Metallomic Distribution in Various Regions of the Brain as Influenced by Dietary Intakes and Their Implications

Abstract

Lifelong exposure to environmental factors can influence the risk of developing diseases according to recent research findings. Environmental stresses ultimately leading to neuronal cell death have been hypothesized as the causes of the increased occurrence in developing Alzheimer's and Parkinson's disease. Our daily diet is considered to be one of the most important environmental factors that can seriously affect the development and proper functions of the brain. Depending on the concentrations, metals and electrolytes can post some health concerns, especially for a prolonged consumption period.
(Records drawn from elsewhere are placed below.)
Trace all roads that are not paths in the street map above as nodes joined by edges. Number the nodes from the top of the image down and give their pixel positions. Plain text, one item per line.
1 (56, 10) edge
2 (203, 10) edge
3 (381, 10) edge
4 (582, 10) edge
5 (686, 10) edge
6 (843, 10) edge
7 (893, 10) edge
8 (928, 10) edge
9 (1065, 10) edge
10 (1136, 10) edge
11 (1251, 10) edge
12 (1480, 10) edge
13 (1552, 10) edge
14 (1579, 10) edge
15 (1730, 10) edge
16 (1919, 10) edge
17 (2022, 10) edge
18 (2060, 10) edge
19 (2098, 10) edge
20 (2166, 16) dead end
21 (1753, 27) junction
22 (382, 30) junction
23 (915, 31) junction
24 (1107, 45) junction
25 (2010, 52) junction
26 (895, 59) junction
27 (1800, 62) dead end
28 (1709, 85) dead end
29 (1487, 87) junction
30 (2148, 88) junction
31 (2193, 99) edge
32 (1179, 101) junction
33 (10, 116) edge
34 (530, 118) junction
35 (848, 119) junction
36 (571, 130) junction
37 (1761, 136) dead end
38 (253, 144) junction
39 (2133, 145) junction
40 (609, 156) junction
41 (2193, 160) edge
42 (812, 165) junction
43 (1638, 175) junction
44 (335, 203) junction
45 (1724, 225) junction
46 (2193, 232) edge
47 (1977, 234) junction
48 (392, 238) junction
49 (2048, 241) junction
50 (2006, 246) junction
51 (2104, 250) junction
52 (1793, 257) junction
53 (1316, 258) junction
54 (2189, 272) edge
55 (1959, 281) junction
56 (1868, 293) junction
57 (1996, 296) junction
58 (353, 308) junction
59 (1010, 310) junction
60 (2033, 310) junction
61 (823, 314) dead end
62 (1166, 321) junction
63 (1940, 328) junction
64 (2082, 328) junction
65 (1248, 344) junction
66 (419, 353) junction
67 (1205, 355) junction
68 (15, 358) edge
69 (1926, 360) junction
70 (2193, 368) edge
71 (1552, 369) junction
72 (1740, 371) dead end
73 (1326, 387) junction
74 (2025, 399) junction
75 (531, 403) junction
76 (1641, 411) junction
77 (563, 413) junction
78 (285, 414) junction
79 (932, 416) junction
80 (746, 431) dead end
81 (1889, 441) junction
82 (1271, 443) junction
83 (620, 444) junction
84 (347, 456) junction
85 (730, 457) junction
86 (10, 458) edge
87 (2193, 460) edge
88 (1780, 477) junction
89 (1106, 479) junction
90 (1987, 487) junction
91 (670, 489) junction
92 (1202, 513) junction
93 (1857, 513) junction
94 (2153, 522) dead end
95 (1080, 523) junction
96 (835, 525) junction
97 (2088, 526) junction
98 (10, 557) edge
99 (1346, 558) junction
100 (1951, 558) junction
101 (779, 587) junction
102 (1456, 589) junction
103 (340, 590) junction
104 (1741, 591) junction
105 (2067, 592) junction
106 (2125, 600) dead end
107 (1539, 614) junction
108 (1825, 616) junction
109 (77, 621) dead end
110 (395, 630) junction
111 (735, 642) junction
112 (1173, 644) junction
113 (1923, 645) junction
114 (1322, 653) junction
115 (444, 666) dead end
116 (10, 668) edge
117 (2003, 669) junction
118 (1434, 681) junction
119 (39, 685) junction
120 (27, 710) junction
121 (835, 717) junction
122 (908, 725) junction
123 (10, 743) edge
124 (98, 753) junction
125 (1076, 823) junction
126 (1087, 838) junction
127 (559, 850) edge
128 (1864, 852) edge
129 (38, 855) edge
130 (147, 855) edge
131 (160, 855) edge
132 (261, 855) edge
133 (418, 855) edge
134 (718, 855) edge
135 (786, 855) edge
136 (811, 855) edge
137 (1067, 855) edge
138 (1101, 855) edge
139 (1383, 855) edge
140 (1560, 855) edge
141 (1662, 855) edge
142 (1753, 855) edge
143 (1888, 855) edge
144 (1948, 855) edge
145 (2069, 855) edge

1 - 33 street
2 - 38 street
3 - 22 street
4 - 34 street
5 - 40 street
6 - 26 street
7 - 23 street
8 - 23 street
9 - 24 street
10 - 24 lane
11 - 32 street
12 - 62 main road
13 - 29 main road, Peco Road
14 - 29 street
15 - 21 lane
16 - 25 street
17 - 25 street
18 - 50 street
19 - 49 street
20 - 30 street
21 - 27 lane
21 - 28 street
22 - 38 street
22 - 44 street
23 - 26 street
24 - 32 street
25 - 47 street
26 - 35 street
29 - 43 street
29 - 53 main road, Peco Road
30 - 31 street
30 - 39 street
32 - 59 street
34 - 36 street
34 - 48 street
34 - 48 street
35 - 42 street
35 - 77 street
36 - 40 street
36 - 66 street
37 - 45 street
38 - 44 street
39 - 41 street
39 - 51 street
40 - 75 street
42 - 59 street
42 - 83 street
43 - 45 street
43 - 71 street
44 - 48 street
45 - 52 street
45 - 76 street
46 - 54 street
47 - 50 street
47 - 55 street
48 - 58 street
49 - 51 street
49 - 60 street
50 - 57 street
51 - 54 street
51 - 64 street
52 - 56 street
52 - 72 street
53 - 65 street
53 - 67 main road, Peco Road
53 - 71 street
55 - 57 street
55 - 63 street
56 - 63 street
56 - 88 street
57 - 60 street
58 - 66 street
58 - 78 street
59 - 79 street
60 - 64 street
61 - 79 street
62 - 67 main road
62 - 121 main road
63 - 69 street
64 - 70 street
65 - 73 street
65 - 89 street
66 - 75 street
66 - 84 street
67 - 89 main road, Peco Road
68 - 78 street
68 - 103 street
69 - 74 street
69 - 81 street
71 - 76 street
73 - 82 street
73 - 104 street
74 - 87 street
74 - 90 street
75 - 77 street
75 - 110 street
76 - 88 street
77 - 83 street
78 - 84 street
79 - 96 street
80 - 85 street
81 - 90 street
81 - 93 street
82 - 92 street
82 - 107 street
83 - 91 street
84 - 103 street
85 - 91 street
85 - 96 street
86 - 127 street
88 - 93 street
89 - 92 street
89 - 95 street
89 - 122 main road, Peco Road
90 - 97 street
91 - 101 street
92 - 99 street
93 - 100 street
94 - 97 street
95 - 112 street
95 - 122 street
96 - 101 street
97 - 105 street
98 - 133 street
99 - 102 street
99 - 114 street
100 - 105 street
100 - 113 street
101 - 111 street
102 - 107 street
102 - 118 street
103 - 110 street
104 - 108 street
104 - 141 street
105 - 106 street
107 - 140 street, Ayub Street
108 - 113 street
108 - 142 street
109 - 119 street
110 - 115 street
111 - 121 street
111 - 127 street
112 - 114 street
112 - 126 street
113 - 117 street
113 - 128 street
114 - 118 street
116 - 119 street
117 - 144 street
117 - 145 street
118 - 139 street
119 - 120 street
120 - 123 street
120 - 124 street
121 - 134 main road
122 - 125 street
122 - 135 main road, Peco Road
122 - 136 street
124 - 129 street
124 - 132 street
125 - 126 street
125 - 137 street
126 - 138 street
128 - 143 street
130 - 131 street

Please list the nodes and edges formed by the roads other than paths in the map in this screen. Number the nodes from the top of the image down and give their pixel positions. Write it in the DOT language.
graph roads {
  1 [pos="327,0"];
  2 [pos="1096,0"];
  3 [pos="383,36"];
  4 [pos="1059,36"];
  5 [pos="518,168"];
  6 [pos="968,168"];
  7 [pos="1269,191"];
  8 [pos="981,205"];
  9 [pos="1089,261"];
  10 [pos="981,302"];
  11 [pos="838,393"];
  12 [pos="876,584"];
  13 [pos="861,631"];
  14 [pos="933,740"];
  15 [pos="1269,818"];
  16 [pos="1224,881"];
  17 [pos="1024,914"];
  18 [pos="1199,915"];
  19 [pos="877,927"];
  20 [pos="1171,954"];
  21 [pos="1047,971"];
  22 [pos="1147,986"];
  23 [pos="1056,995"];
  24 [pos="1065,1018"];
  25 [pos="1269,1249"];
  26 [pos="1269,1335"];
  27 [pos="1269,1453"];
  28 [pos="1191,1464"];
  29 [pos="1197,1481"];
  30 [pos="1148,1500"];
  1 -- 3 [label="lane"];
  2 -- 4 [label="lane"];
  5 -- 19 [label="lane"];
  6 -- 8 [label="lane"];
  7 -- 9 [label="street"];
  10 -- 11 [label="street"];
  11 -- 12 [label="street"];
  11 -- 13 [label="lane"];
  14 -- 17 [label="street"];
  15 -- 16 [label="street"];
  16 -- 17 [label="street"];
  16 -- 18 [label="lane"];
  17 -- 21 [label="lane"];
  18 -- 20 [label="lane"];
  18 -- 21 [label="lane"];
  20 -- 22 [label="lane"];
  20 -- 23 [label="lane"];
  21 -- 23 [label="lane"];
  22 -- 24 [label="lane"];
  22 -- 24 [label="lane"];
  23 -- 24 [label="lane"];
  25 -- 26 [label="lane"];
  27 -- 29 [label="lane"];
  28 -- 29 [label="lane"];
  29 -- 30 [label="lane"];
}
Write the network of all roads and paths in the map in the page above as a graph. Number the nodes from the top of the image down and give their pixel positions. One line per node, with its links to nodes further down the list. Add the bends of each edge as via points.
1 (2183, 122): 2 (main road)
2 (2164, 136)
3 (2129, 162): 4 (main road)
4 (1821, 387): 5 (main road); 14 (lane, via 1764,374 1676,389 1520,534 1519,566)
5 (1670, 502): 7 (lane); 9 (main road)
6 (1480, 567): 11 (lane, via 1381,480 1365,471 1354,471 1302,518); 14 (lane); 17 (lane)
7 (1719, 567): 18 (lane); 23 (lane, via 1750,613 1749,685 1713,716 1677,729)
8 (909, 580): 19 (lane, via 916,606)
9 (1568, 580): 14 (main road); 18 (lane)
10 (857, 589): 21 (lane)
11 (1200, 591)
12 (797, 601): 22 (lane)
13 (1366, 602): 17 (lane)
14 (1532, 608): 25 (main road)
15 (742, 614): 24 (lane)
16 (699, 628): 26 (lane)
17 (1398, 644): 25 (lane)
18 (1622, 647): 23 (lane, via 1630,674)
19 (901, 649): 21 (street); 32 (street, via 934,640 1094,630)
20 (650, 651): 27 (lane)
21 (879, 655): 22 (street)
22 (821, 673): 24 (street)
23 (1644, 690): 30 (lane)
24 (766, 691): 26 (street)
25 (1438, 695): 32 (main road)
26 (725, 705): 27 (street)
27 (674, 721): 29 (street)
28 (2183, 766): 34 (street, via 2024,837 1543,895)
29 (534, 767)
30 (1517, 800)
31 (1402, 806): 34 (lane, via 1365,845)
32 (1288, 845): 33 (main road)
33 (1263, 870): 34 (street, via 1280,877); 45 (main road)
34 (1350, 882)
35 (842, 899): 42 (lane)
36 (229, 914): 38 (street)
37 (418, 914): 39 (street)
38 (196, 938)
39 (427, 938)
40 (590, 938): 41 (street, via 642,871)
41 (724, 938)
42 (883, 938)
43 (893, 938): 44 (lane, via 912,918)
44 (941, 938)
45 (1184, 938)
For example, it was reported that excess amounts of iron, zinc and copper in the human brain may cause oxidative damage and protein aggregation; the neurotoxicity induced by these metals may lead to cerebral and/or cerebellar degeneration. Other reports showed that there were differences in concentrations of five different elements (aluminum, zinc, copper, manganese, and iron) between normal human brain and brains of patients with Alzheimer's disease. In this study, we investigated 30 elements, including electrolytes, and how dietary intake on a life-time basis would affect their concentrations and distributions in various regions of the rat brain (hypothalamus, cerebellum, pons and medulla, striatum, mid-brain, cerebral cortex, and hippocampus) and discussed their health implications. Information matrices of these 30 different elements (mostly metals) and their distributions in various regions of the rat brain were analyzed as a function of normal dietary intake at different ages during development. Our results showed that metallomic distribution in various regions of the rat brain is age-related. The results may help researchers to identify possible links between daily dietary intake of metals and electrolytes and diseases associated with aging (e.g., Alzheimer's and Parkinson's disease) and suggest such metallomic distributions may be used as neurological biomarkers of exposure to heavy metals.